Finishing up our meal Avery pays, making this even more of a date. Taking the lead he pulls me out of the booth
and won’t tell me where we’re going. Surprisingly my mind is so busy wondering where we are that I don’t have a panic attack when I get into the car. He turns the music up, the bass pumping through my heart. He drives slowly down the highway, knowing I’m not confident with cars, but he makes jokes and takes my mind off the road. I don’t bother asking if I can change the radio, I just do it. The beautiful voice of Luke Bryan comes through the speakers.
“This music stinks. You’re making me less of a man having to listen to this.” Smirking he turns the radio back to his channel.
I shoot Avery a pouty lip. “You said this was my day. My day equals my music.”

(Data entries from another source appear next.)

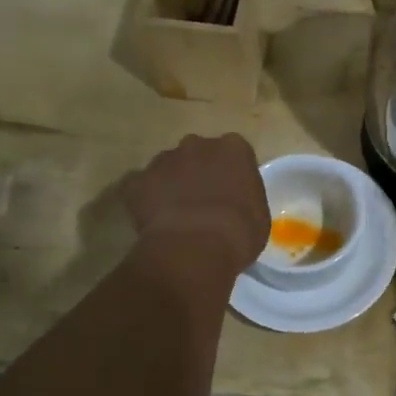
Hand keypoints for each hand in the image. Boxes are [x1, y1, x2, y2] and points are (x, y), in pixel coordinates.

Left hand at [119, 134, 269, 279]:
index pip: (233, 153)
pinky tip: (153, 221)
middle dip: (198, 172)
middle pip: (197, 153)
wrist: (194, 250)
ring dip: (171, 183)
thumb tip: (233, 204)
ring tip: (175, 215)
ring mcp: (164, 160)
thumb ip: (244, 198)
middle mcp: (197, 145)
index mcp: (234, 149)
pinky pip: (140, 186)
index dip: (229, 173)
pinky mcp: (136, 180)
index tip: (230, 193)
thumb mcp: (258, 215)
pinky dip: (144, 199)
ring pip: (167, 167)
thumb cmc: (238, 233)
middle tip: (201, 201)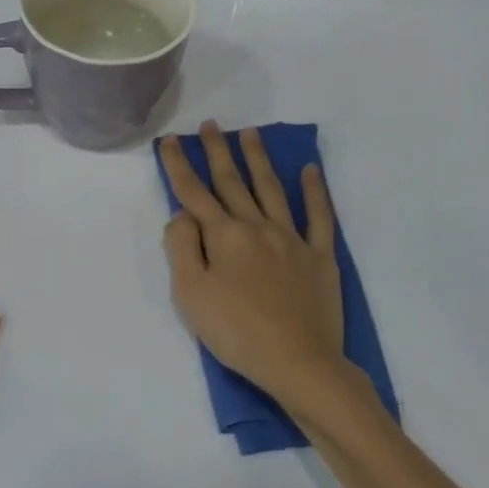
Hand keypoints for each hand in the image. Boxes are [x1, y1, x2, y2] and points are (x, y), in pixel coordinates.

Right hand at [160, 122, 347, 407]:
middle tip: (210, 125)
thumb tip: (183, 214)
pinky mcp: (320, 257)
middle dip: (218, 152)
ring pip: (272, 189)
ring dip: (259, 159)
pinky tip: (310, 170)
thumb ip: (181, 248)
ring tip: (250, 133)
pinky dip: (315, 191)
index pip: (194, 193)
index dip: (178, 166)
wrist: (299, 362)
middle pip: (233, 182)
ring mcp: (292, 239)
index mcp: (224, 236)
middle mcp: (257, 227)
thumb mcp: (190, 294)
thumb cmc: (236, 332)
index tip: (168, 141)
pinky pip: (319, 216)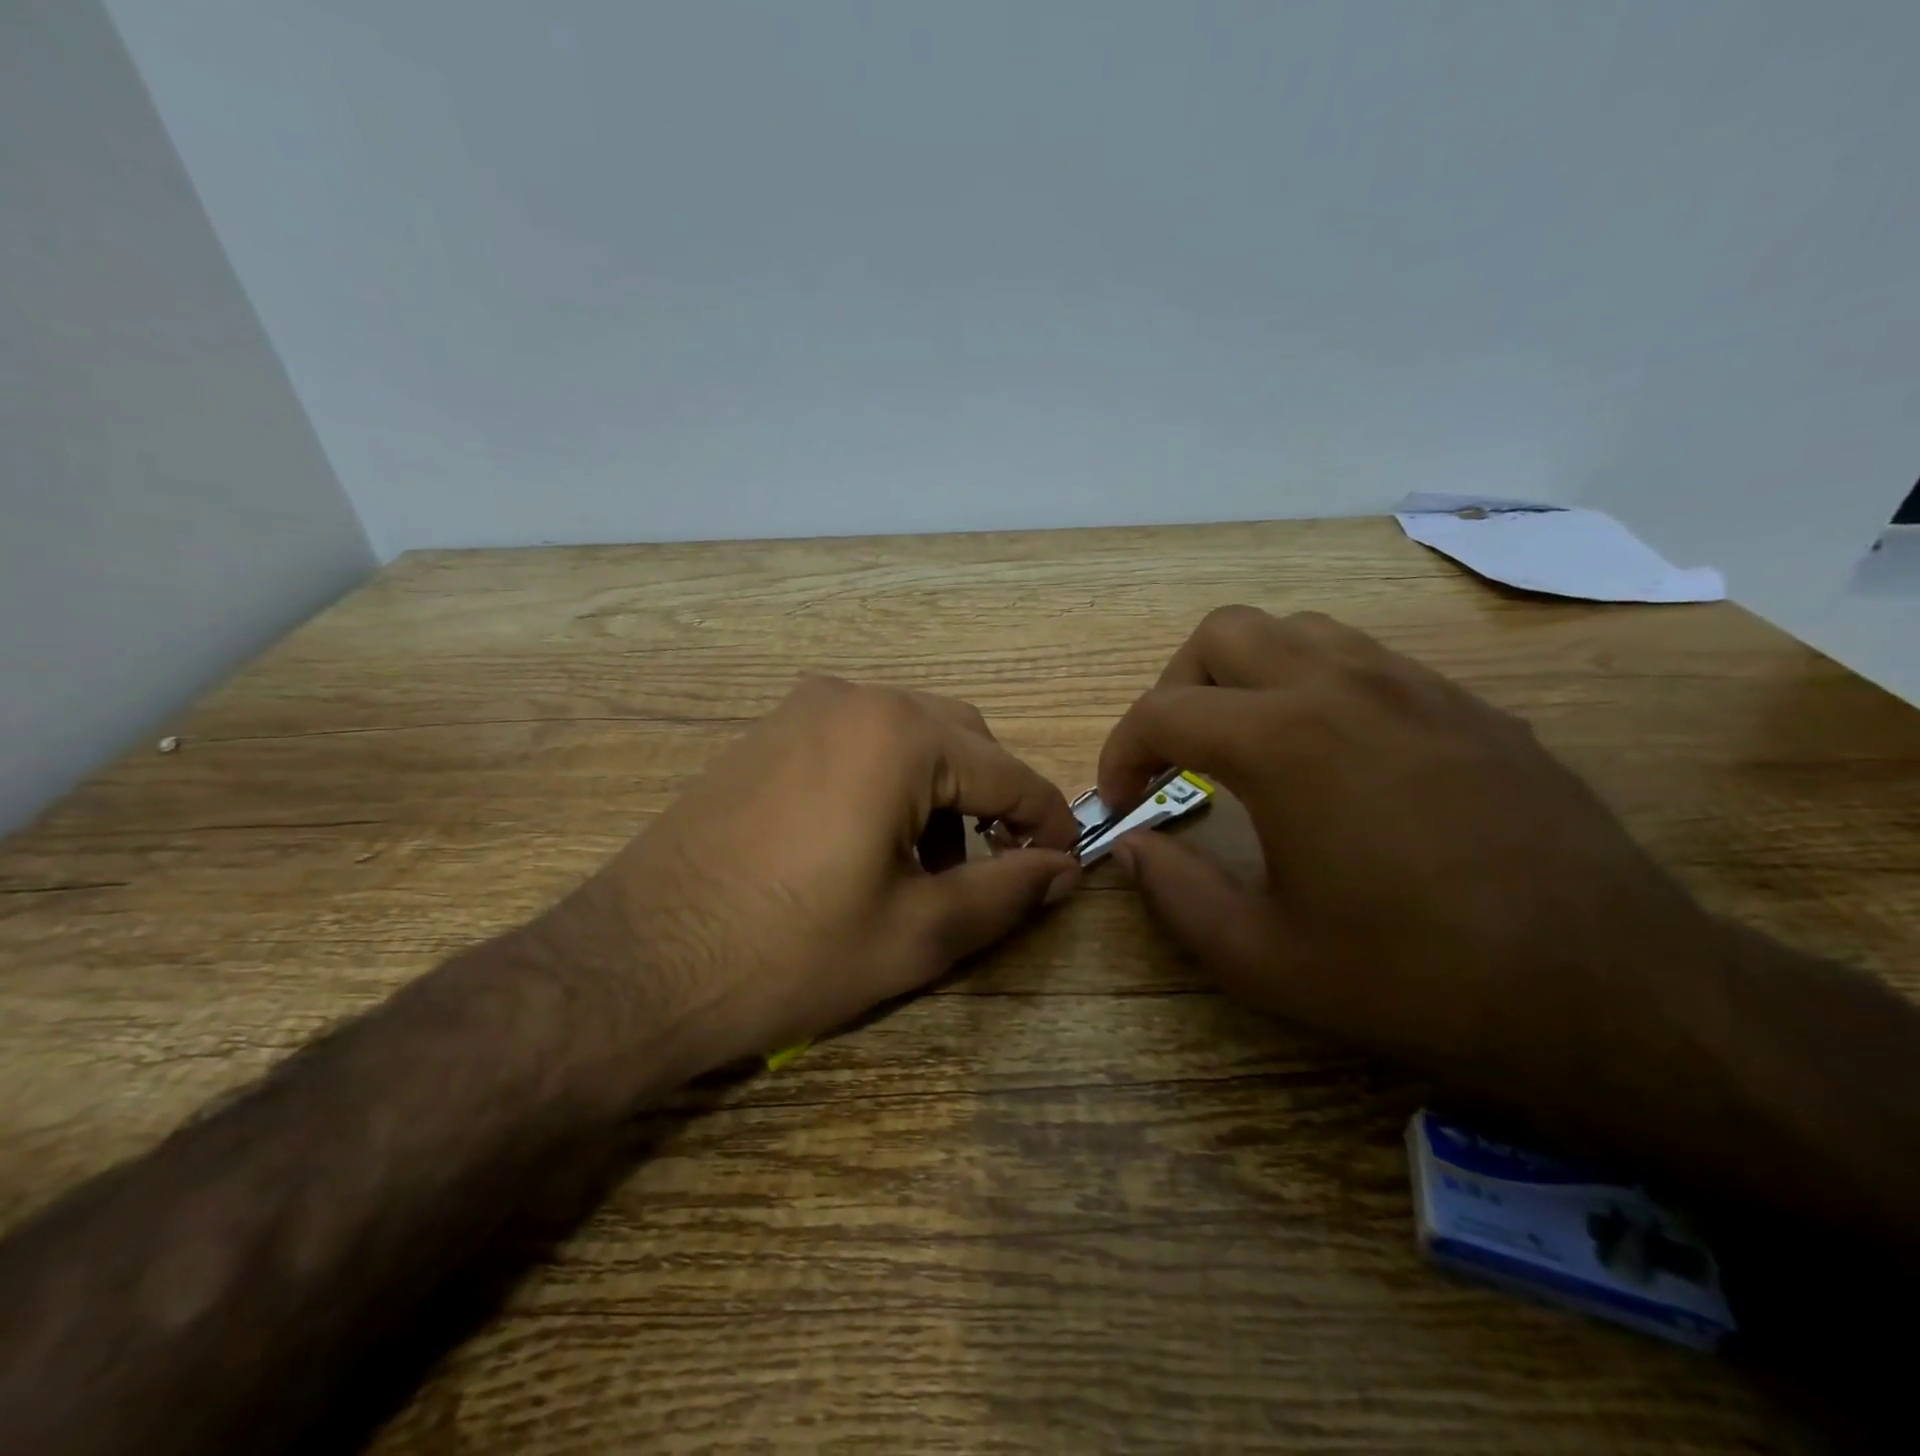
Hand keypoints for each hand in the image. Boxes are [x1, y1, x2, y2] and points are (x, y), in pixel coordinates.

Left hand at [538, 677, 1081, 1081]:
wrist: (633, 966)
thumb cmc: (788, 954)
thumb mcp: (916, 933)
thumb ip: (1006, 892)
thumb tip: (1063, 867)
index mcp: (898, 734)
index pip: (1007, 771)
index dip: (1049, 819)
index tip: (1069, 861)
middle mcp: (853, 698)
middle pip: (960, 738)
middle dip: (991, 801)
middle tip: (997, 867)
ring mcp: (800, 710)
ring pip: (908, 736)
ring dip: (939, 791)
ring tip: (929, 868)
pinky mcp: (765, 735)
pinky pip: (855, 742)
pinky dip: (888, 782)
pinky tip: (870, 843)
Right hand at [1096, 606, 1724, 1109]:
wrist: (1612, 991)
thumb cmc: (1417, 979)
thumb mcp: (1264, 959)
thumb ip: (1175, 893)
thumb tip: (1129, 846)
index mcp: (1284, 742)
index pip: (1162, 711)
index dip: (1120, 753)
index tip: (1120, 802)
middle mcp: (1342, 687)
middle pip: (1222, 633)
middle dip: (1176, 687)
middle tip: (1175, 756)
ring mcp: (1413, 685)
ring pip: (1296, 631)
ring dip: (1246, 676)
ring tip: (1245, 746)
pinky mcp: (1466, 704)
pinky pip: (1364, 660)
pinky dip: (1314, 686)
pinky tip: (1332, 758)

Driving with one hand on the window sill and one on the wheel he turns his head towards me, “I don’t want to
shake it for Luke Bryan and I never will.”
Back up a minute, did he really just say no to Luke Bryan? I’m shocked. I sit there
dumbfounded. How can you not enjoy the greatness that is Luke Bryan? Huffing I change the channel, switching to a station that’s playing Brantley Gilbert’s, Kick it in the sticks. “Is Brantley okay with your royal highness?”
He looks over at me with a serious look on his face. “Yes, serf.”
Rolling my eyes, “Oh you’re so funny I forgot to laugh...”
“Ah, enter the sarcastic side of
Hadley; I like this side better than mopey Hadley.” Turning the car into what looks like the movie theatre I smile and glance over at Avery waving my hand in the air.
“I’ll take Movies for 500, Alex.”
“Oh look the smartass has decided to join us. Welcome.” Shaking his head he asks me for help looking for a parking spot. After circling the parking lot twice, we have no luck. At this point I’m starting to get exasperated and beg him to just pick a spot and park anywhere.
“Enough with the parking roulette.”
Finally picking a spot he gets out of the car and walks over to my side opening the door. “Alright, get out smart ass, enjoy the long walk…let me know if you need refreshments along the way.” After making sure I have my cane he looks over at me, cocks his eyebrows locking the doors and asks if I’m ready before we start walking towards the theatre.
“What movie are we seeing?”
“Something funny.”
He walks up to the ticket booth pulling out his wallet he tells the half asleep girl working the booth he needs two tickets for
the newest animated movie. He hands her the money and she slides the tickets beneath the window with a dazed look.
“
A kids movie, huh.” I look at him with my eyebrow raised.
“You don’t think we’re a bit too old for it?”
He looks at me like I’m nuts. “You need to laugh and who better than the Minions to make you laugh?”
I am intrigued by these
minions; I’ve never seen a minion before. Heading over to the concession stand I look over at Avery, his wallet in hand. It dawns on me that I haven’t paid for anything today. I ask him to hold on a second so I can stop and grab some money from my purse. As I’m looking for my wallet my purse is snatched from my hands.
Slightly aggravated he pressed his lips into a line. “I’m sure you don’t have enough pennies for the popcorn.”
I shoot daggers at him with my eyes feeling embarrassed. “I have more than pennies in my wallet.” He tilts his head and looks at me oddly and I cringe when the reason dawns on his face. “Oh, no no no.”
He waves his hands around shaking them at me. “You are not paying for the popcorn.
I’ve never taken a girl to the movies and had her pay. It’s not how I roll.”
He grabs my purse and holds it out of reach. No matter how annoying that macho me Tarzan, you Jane
is still makes the butterflies flutter in my stomach. I follow after him smiling to myself thinking I wish we had met under different circumstances. I’m not sure if before Hadley would’ve given him the time of day with all his piercings and his attitude, but that would have been a damn shame.